I'm going to pay a visit to my local pet provisions wholesaler this week to look at what feeds and bedding they have available. The chickens will be happy with wood shavings, shredded paper, straw or hay; I will have a look at what's available before deciding.
I have a little problem too... I have no idea of how to handle a chicken! I have done a bit of research on the Internet and in my book (a birthday present from my 5 month old baby girl - thanks Daddy for organising that!) "Raising Chickens for Dummies". The best way of handling chickens is not by holding them upside down by their feet! The best way is to grasp them firmly around their body, holding them under your arm. I hope I'll feel happy handling them, I've never had anything to do with birds of any kind!
The book is a little advanced for me at the moment too as a very novice chicken keeper. It goes into a lot of detail about rearing chickens from eggs, right through to the slaughter and butchery process if you wish to raise chickens for meat. It provides lots of tips though, that I hope will prove useful as I become more experienced, or maybe keep more chickens. My Other Half has been trying to find an allotment, and if he does, I am sure it will have chickens, possibly a duck or two and at least one bee hive on it! Read about his bid to find an allotment on his blog by following this link to Beekeeping & Home-brewing.
The British Hen Welfare trust is a registered charity and asks for a donation for each hen (the average is about £4 each).
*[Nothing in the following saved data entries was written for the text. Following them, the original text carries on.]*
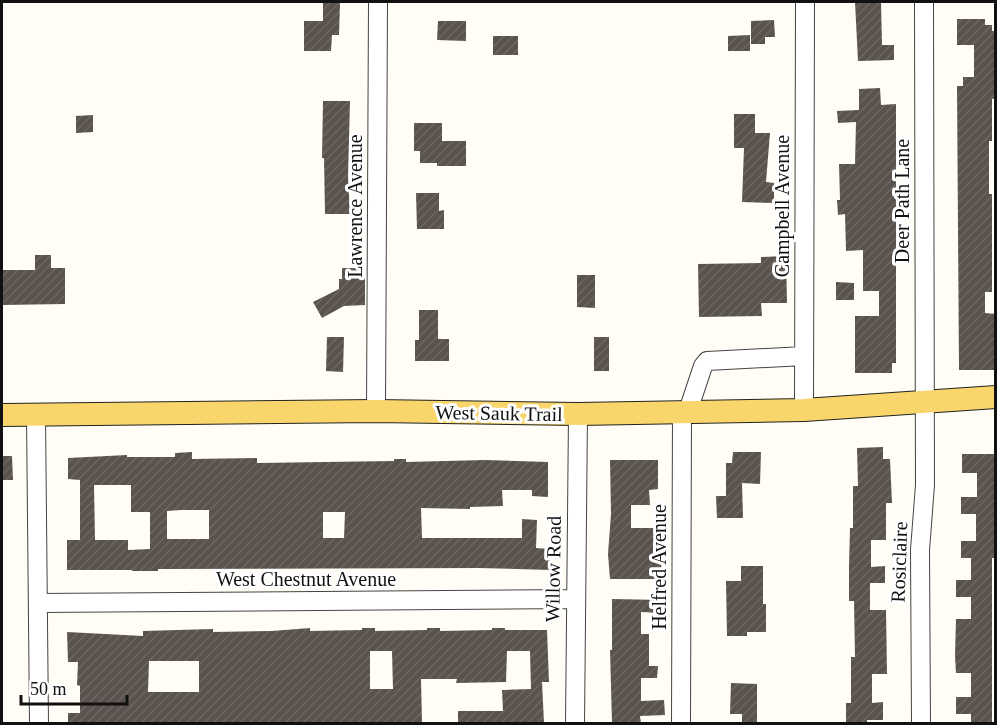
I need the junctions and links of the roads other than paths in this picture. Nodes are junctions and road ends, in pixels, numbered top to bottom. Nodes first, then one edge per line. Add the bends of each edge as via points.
1 (378, 2) edge
2 (805, 2) edge
3 (924, 2) edge
4 (804, 356) junction
5 (996, 397) edge
6 (925, 401) junction
7 (804, 410) junction
8 (376, 411) junction
9 (685, 411) junction
10 (36, 414) junction
11 (578, 414) junction
12 (2, 415) edge
13 (575, 599) junction
14 (38, 603) junction
15 (39, 723) edge
16 (575, 723) edge
17 (681, 723) edge
18 (921, 723) edge

1 - 8 street, Lawrence Avenue
2 - 4 street, Campbell Avenue
3 - 6 street, Deer Path Lane
4 - 7 street, Campbell Avenue
4 - 9 street, Helfred Avenue via 707,361
5 - 6 main road, West Sauk Trail
6 - 7 main road, West Sauk Trail
6 - 18 street, Rosiclaire via 920,550
7 - 9 main road, West Sauk Trail
8 - 10 main road, West Sauk Trail
8 - 11 main road, West Sauk Trail
9 - 11 main road, West Sauk Trail
9 - 17 street, Helfred Avenue
10 - 12 main road, West Sauk Trail
10 - 14 street
11 - 13 street, Willow Road
13 - 14 street, West Chestnut Avenue
13 - 16 street, Willow Road
14 - 15 street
This donation can be gift-aided (if you are a UK taxpayer) so the charity will benefit from an extra 25p for each £1 donated from the government.
It does make me feel quite excited knowing that somewhere there are 3 hens that are in awful conditions that only have 4 days left before they get to retire, to have grass, space, daylight, care and attention as individuals.
And hopefully we'll have so many eggs I will have to learn to make mayonnaise, meringue and custard :-)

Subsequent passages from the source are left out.